Other than the standard fixing agents discussed in other pages, there have been some used in the past which are now obsolete, or nearly so. There is no consistent reason for that, perhaps it was the cost, the corrosive nature of the chemical, ease of use and so on. Many of these still have their advocates, and they may very well perform admirably.

Copper salts are sometimes still spoken of as being very effective for nuclear preservation. The copper in fixatives which contain it may act as a mordant, in the true sense, for some dyes including hematein. This, of course, infers that copper is an additive fixing agent.

Platinum chloride was in use at the beginning of the 20th century, but its use never caught on since it is very expensive. The chemical actually used was chloroplatinic acid, which bears much the same relationship to platinum chloride as chloroauric acid does to gold chloride, that is, a convenient but inaccurate name.

In addition, some other heavy metals have been used on occasion, as have some aldehydes and alcohols. In many cases these chemicals have no particular advantage over those we usually employ, and may be more difficult to work with as being more expensive, toxic, inconvenient etc. Nevertheless, it can be interesting to investigate them for self-education. Should you do so, please use them and dispose of them safely.

How do I Choose a Fixative?

Fixative Properties

A particular fixing agent may be better at preserving some tissue constituents than it is at preserving others. Fixative mixtures that contain this agent may be a better choice for fixation when this constituent is the target for examination.

An example would be acetic acid, which is excellent for nucleoprotein. Fixatives that contain acetic acid often give sharp and clear preservation of nuclear structure as a consequence. For that reason an acetic acid fixative would be a good choice when nuclear structure is important.

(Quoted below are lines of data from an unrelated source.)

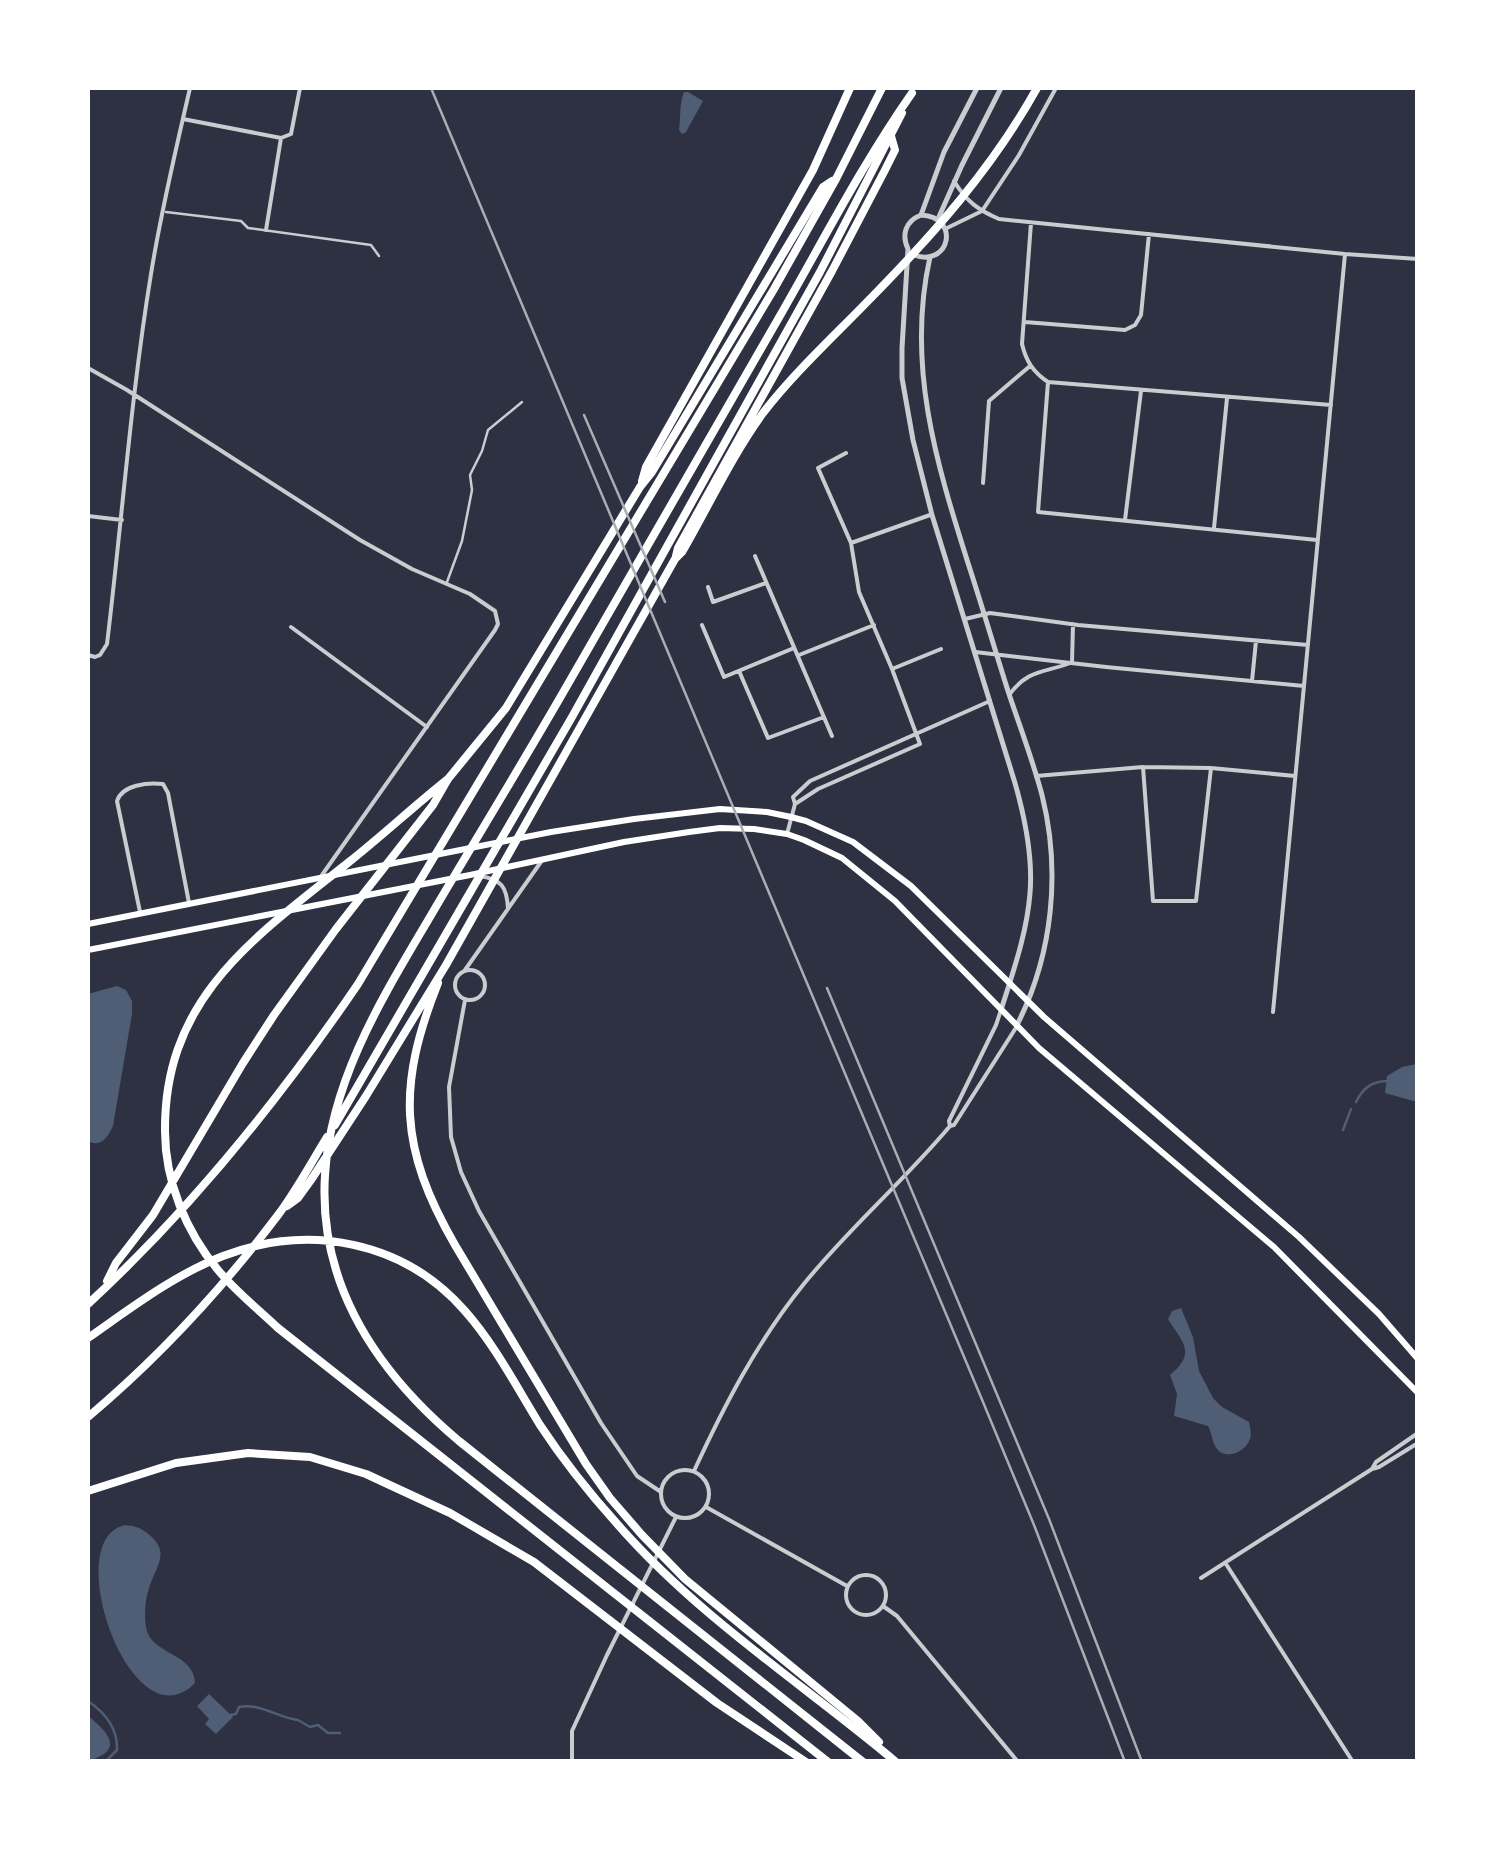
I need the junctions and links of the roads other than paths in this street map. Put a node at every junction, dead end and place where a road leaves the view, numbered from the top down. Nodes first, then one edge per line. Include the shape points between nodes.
1 (190, 88) edge
2 (300, 88) edge
3 (850, 88) edge
4 (882, 88) edge
5 (977, 88) edge
6 (1001, 88) edge
7 (1038, 88) edge
8 (1056, 88) edge
9 (913, 90) edge
10 (183, 119) junction
11 (891, 136) junction
12 (281, 138) junction
13 (836, 179) junction
14 (954, 181) junction
15 (163, 211) junction
16 (982, 211) junction
17 (921, 216) junction
18 (938, 220) junction
19 (1031, 224) junction
20 (946, 229) junction
21 (266, 230) junction
22 (1149, 234) junction
23 (908, 249) junction
24 (1345, 254) junction
25 (379, 256) dead end
26 (930, 257) junction
27 (1418, 259) edge
28 (1024, 322) junction
29 (1030, 366) junction
30 (88, 368) edge
31 (1048, 382) junction
32 (1140, 391) junction
33 (135, 395) junction
34 (1227, 398) junction
35 (522, 402) dead end
36 (1331, 405) junction
37 (846, 454) dead end
38 (983, 484) dead end
39 (640, 487) junction
40 (932, 514) junction
41 (88, 516) edge
42 (122, 520) junction
43 (1125, 522) junction
44 (1214, 529) junction
45 (1318, 540) junction
46 (852, 544) junction
47 (754, 556) dead end
48 (675, 558) junction
49 (766, 583) junction
50 (446, 584) junction
51 (708, 588) dead end
52 (984, 614) junction
53 (964, 619) junction
54 (1072, 624) junction
55 (702, 625) dead end
56 (874, 625) junction
57 (291, 627) dead end
58 (1256, 641) junction
59 (1308, 645) junction
60 (794, 648) junction
61 (941, 649) dead end
62 (975, 652) junction
63 (996, 653) junction
64 (88, 656) edge
65 (798, 656) junction
66 (1072, 663) junction
67 (892, 669) junction
68 (739, 671) junction
69 (1252, 681) junction
70 (1304, 686) junction
71 (1009, 694) junction
72 (990, 701) junction
73 (824, 717) junction
74 (427, 728) junction
75 (915, 734) junction
76 (832, 736) dead end
77 (1143, 767) junction
78 (1211, 768) junction
79 (1036, 776) junction
80 (1295, 776) junction
81 (428, 801) junction
82 (796, 804) junction
83 (791, 816) junction
84 (787, 834) junction
85 (543, 859) junction
86 (470, 875) junction
87 (320, 878) junction
88 (190, 903) junction
89 (305, 906) junction
90 (508, 909) junction
91 (140, 913) junction
92 (88, 924) edge
93 (88, 950) edge
94 (446, 965) junction
95 (465, 970) junction
96 (1009, 984) junction
97 (465, 1000) junction
98 (1028, 1003) junction
99 (1001, 1010) junction
100 (1273, 1012) dead end
101 (1017, 1026) junction
102 (950, 1126) junction
103 (280, 1212) junction
104 (101, 1291) junction
105 (88, 1304) edge
106 (88, 1338) edge
107 (1418, 1358) edge
108 (1418, 1394) edge
109 (88, 1417) edge
110 (1418, 1433) edge
111 (1418, 1443) edge
112 (1372, 1469) junction
113 (694, 1472) junction
114 (88, 1491) edge
115 (661, 1492) junction
116 (706, 1507) junction
117 (676, 1517) junction
118 (1225, 1563) junction
119 (1201, 1578) dead end
120 (847, 1586) junction
121 (883, 1606) junction
122 (572, 1762) edge
123 (806, 1762) edge
124 (828, 1762) edge
125 (863, 1762) edge
126 (897, 1762) edge
127 (1018, 1762) edge
128 (1353, 1762) edge

1 - 10 street
2 - 12 street via 291,134
3 - 39 highway
4 - 13 highway
5 - 17 street
6 - 14 street
7 - 48 highway via 963,198 762,415
8 - 16 street
9 - 11 highway
9 - 125 highway via 874,147 364,1035 336,1107 324,1198 332,1253 351,1311 386,1367 434,1420
10 - 12 street
10 - 15 street
11 - 48 highway via 894,150 885,170
11 - 103 highway via 572,716
12 - 21 street
13 - 39 highway via 823,187
13 - 104 highway via 358,984 261,1118
14 - 16 street
14 - 18 street
15 - 21 lane
15 - 33 street
16 - 19 street
16 - 20 street
17 - 18 street
17 - 23 street via 906,228
18 - 20 street
19 - 22 street
19 - 28 street
20 - 26 street via 946,243
21 - 25 lane via 371,245
22 - 24 street
22 - 28 street via 1135,325 1125,330
23 - 26 street
23 - 40 street via 902,378
24 - 27 street
24 - 36 street
26 - 52 street via 922,344 926,409
28 - 29 street
29 - 31 street
29 - 38 street via 988,402
30 - 33 street
31 - 32 street
31 - 43 street via 1038,512
32 - 34 street
32 - 43 street
33 - 42 street
33 - 50 street via 360,540
34 - 36 street
34 - 44 street
35 - 50 lane via 488,430 470,475 462,541
36 - 45 street
37 - 46 street via 818,468
39 - 81 highway via 506,708
40 - 46 street
40 - 53 street
41 - 42 street
42 - 64 street via 105,651
43 - 44 street
44 - 45 street
45 - 59 street
46 - 56 street via 859,592
47 - 49 street
48 - 94 highway
49 - 51 street via 712,602
49 - 60 street
50 - 74 street via 489,606 498,624
52 - 53 street
52 - 54 street
52 - 63 street
53 - 62 street
54 - 58 street
54 - 66 street
55 - 68 street via 724,677
56 - 65 street
56 - 67 street
57 - 74 street
58 - 59 street
58 - 69 street
59 - 70 street
60 - 65 street
60 - 68 street
61 - 67 street
62 - 63 street
62 - 72 street
63 - 66 street
63 - 71 street
65 - 73 street
66 - 69 street
66 - 71 street via 1036,671
67 - 75 street
68 - 73 street via 768,738
69 - 70 street
70 - 80 street
71 - 79 street
72 - 75 street
72 - 96 street via 1026,831 1030,892
73 - 76 street
74 - 87 street
75 - 82 street via 810,781 793,797
75 - 82 street via 920,744
77 - 78 street
77 - 78 street via 1153,901 1167,902 1196,902
77 - 79 street
78 - 80 street
79 - 98 street via 1053,861 1052,908
80 - 100 street
81 - 104 highway via 274,1016
81 - 124 highway via 261,932 210,989 182,1036 166,1100 175,1194 218,1271 278,1328
82 - 83 street
83 - 84 street
83 - 87 main road via 688,812
83 - 96 main road via 882,862
84 - 85 main road via 720,828
84 - 99 main road via 861,872
85 - 86 main road
85 - 90 street
86 - 89 main road
86 - 90 street via 500,882
87 - 88 main road
87 - 89 street
88 - 91 main road
88 - 91 street via 166,788 154,783 126,789 117,801
89 - 93 main road
90 - 95 street
91 - 92 main road
94 - 103 highway via 298,1198
94 - 126 highway via 413,1058 409,1099 424,1180 447,1232 610,1498 685,1579 858,1721
95 - 97 street via 454,982
95 - 97 street via 478,972 485,984 479,997
96 - 98 main road
96 - 99 street
97 - 115 street via 449,1088 461,1172 601,1423 637,1476
98 - 101 street
98 - 107 main road via 1300,1237
99 - 101 main road
99 - 102 street
101 - 102 street
101 - 108 main road via 1274,1248
102 - 113 street via 808,1280 762,1342
103 - 109 highway via 179,1332
104 - 105 highway
106 - 126 highway via 181,1276 258,1245 343,1242 420,1270 466,1312 558,1450 637,1546 741,1640
110 - 112 street
111 - 112 street
112 - 118 street
113 - 115 street via 672,1474
113 - 116 street via 710,1490
114 - 123 highway via 176,1463 248,1453 346,1466 504,1542 717,1704
115 - 117 street via 663,1506
116 - 117 street via 693,1518
116 - 120 street
117 - 122 street via 572,1731
118 - 119 street
118 - 128 street
120 - 121 street via 852,1610 869,1615
120 - 121 street via 864,1574 875,1576 886,1589
121 - 127 street

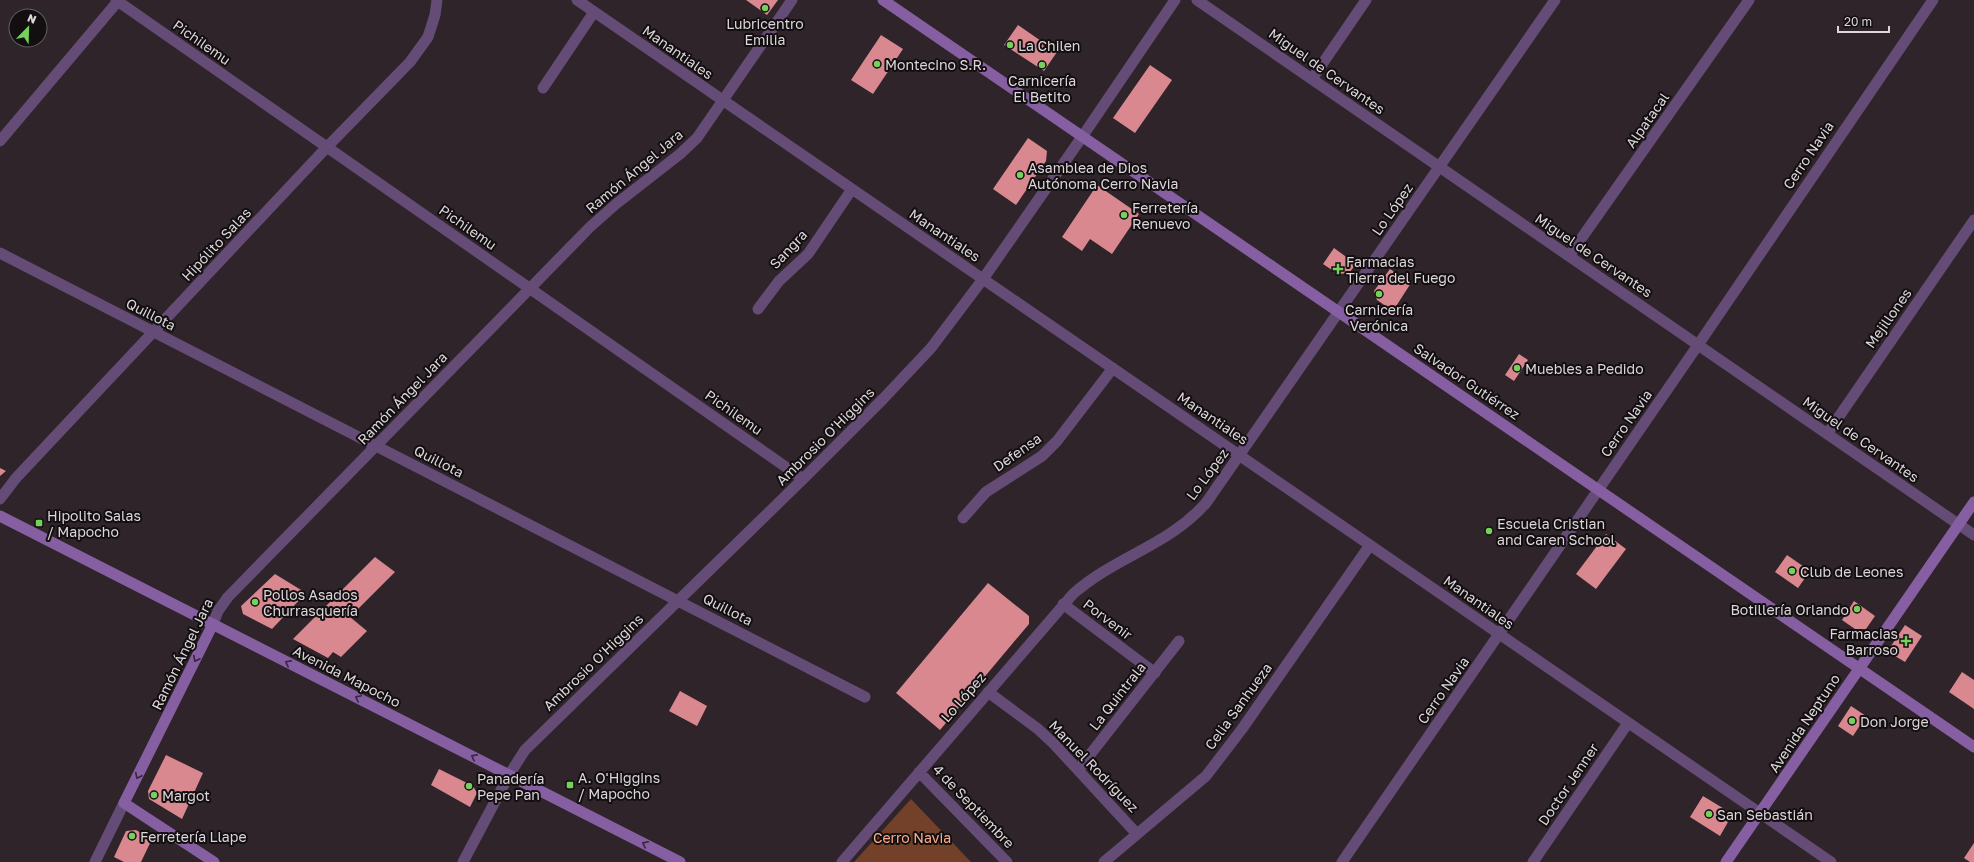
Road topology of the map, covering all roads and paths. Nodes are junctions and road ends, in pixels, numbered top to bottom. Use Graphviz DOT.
graph roads {
  1 [pos="118,0"];
  2 [pos="437,0"];
  3 [pos="577,0"];
  4 [pos="792,0"];
  5 [pos="883,0"];
  6 [pos="1175,0"];
  7 [pos="1197,0"];
  8 [pos="1366,0"];
  9 [pos="1555,0"];
  10 [pos="1749,0"];
  11 [pos="1933,0"];
  12 [pos="594,12"];
  13 [pos="1312,79"];
  14 [pos="543,88"];
  15 [pos="723,100"];
  16 [pos="1082,137"];
  17 [pos="0,141"];
  18 [pos="327,147"];
  19 [pos="1440,167"];
  20 [pos="852,189"];
  21 [pos="1974,220"];
  22 [pos="0,253"];
  23 [pos="1569,256"];
  24 [pos="983,279"];
  25 [pos="530,289"];
  26 [pos="758,309"];
  27 [pos="1339,313"];
  28 [pos="154,332"];
  29 [pos="1698,345"];
  30 [pos="1113,368"];
  31 [pos="1827,434"];
  32 [pos="376,446"];
  33 [pos="1240,455"];
  34 [pos="803,479"];
  35 [pos="1599,489"];
  36 [pos="0,499"];
  37 [pos="1974,502"];
  38 [pos="0,516"];
  39 [pos="963,518"];
  40 [pos="1959,524"];
  41 [pos="1974,535"];
  42 [pos="1370,545"];
  43 [pos="678,601"];
  44 [pos="1063,604"];
  45 [pos="214,624"];
  46 [pos="1499,634"];
  47 [pos="1179,641"];
  48 [pos="1859,668"];
  49 [pos="1155,673"];
  50 [pos="988,692"];
  51 [pos="865,697"];
  52 [pos="1628,723"];
  53 [pos="1974,746"];
  54 [pos="1078,770"];
  55 [pos="919,772"];
  56 [pos="509,775"];
  57 [pos="124,803"];
  58 [pos="1760,813"];
  59 [pos="1137,834"];
  60 [pos="95,862"];
  61 [pos="214,862"];
  62 [pos="463,862"];
  63 [pos="680,862"];
  64 [pos="842,862"];
  65 [pos="1007,862"];
  66 [pos="1104,862"];
  67 [pos="1342,862"];
  68 [pos="1533,862"];
  69 [pos="1726,862"];
  70 [pos="1831,862"];
  1 -- 17 [label="street"];
  1 -- 18 [label="street, Pichilemu"];
  2 -- 18 [label="street, Hipólito Salas"];
  3 -- 12 [label="street, Manantiales"];
  4 -- 15 [label="street, Ramón Ángel Jara"];
  5 -- 16 [label="main road, Salvador Gutiérrez"];
  6 -- 16 [label="street, Ambrosio O'Higgins"];
  7 -- 13 [label="street, Miguel de Cervantes"];
  8 -- 13 [label="street"];
  9 -- 19 [label="street, Lo López"];
  10 -- 23 [label="street, Alpatacal"];
  11 -- 29 [label="street, Cerro Navia"];
  12 -- 14 [label="street"];
  12 -- 15 [label="street, Manantiales"];
  13 -- 19 [label="street, Miguel de Cervantes"];
  15 -- 20 [label="street, Manantiales"];
  15 -- 25 [label="street, Ramón Ángel Jara"];
  16 -- 24 [label="street, Ambrosio O'Higgins"];
  16 -- 27 [label="main road, Salvador Gutiérrez"];
  18 -- 25 [label="street, Pichilemu"];
  18 -- 28 [label="street, Hipólito Salas"];
  19 -- 23 [label="street, Miguel de Cervantes"];
  19 -- 27 [label="street, Lo López"];
  20 -- 24 [label="street, Manantiales"];
  20 -- 26 [label="street, Sangra"];
  21 -- 31 [label="street, Mejillones"];
  22 -- 28 [label="street, Quillota"];
  23 -- 29 [label="street, Miguel de Cervantes"];
  24 -- 30 [label="street, Manantiales"];
  24 -- 34 [label="street, Ambrosio O'Higgins"];
  25 -- 32 [label="street, Ramón Ángel Jara"];
  25 -- 34 [label="street, Pichilemu"];
  27 -- 33 [label="street, Lo López"];
  27 -- 35 [label="main road, Salvador Gutiérrez"];
  28 -- 32 [label="street, Quillota"];
  28 -- 36 [label="street, Hipólito Salas"];
  29 -- 31 [label="street, Miguel de Cervantes"];
  29 -- 35 [label="street, Cerro Navia"];
  30 -- 33 [label="street, Manantiales"];
  30 -- 39 [label="street, Defensa"];
  31 -- 40 [label="street, Miguel de Cervantes"];
  32 -- 43 [label="street, Quillota"];
  32 -- 45 [label="street, Ramón Ángel Jara"];
  33 -- 42 [label="street, Manantiales"];
  33 -- 44 [label="street, Lo López"];
  34 -- 43 [label="street, Ambrosio O'Higgins"];
  35 -- 46 [label="street, Cerro Navia"];
  35 -- 48 [label="main road, Salvador Gutiérrez"];
  37 -- 40 [label="main road, Avenida Neptuno"];
  38 -- 45 [label="main road, Avenida Mapocho"];
  40 -- 41 [label="street, Miguel de Cervantes"];
  40 -- 48 [label="main road, Avenida Neptuno"];
  42 -- 46 [label="street, Manantiales"];
  42 -- 59 [label="street, Celia Sanhueza"];
  43 -- 51 [label="street, Quillota"];
  43 -- 56 [label="street, Ambrosio O'Higgins"];
  44 -- 49 [label="street, Porvenir"];
  44 -- 50 [label="street, Lo López"];
  56 -- 45 [label="main road, Avenida Mapocho, one-way"];
  45 -- 57 [label="main road, Ramón Ángel Jara, one-way"];
  46 -- 52 [label="street, Manantiales"];
  46 -- 67 [label="street, Cerro Navia"];
  47 -- 49 [label="street, La Quintrala"];
  48 -- 53 [label="main road, Salvador Gutiérrez"];
  48 -- 58 [label="main road, Avenida Neptuno"];
  49 -- 54 [label="street, La Quintrala"];
  50 -- 54 [label="street, Manuel Rodríguez"];
  50 -- 55 [label="street, Lo López"];
  52 -- 58 [label="street, Manantiales"];
  52 -- 68 [label="street, Doctor Jenner"];
  54 -- 59 [label="street, Manuel Rodríguez"];
  55 -- 64 [label="street, Lo López"];
  55 -- 65 [label="street, 4 de Septiembre"];
  56 -- 62 [label="street, Ambrosio O'Higgins"];
  63 -- 56 [label="main road, Avenida Mapocho, one-way"];
  57 -- 60 [label="street, Ramón Ángel Jara"];
  57 -- 61 [label="main road"];
  58 -- 69 [label="main road, Avenida Neptuno"];
  58 -- 70 [label="street, Manantiales"];
  59 -- 66 [label="street, Celia Sanhueza"];
}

Fixatives are often classified according to whether they preserve structures in relation to each other, or whether they preserve individual cellular constituents.

Those fixatives that target overall tissue structure are called microanatomical fixatives. Those that target cellular components are called cytological fixatives. Of this group, some are nuclear preservatives in contrast to others which are far better at cytoplasmic preservation. Some other fixatives target particular chemicals in the tissue, including enzymes and antigens. These are the histochemical fixatives.

No classification system for fixation effects can be considered to be absolute as fixatives may be satisfactory for more than one purpose. As an example, formal sublimate is considered to be primarily a microanatomical fixative but it also preserves nuclear structure well, and formalin fixed tissues are often used for immunological staining.

Index of Fixatives

Find details on the chemical properties, preparation, treatment, and more of over 40 different fixatives.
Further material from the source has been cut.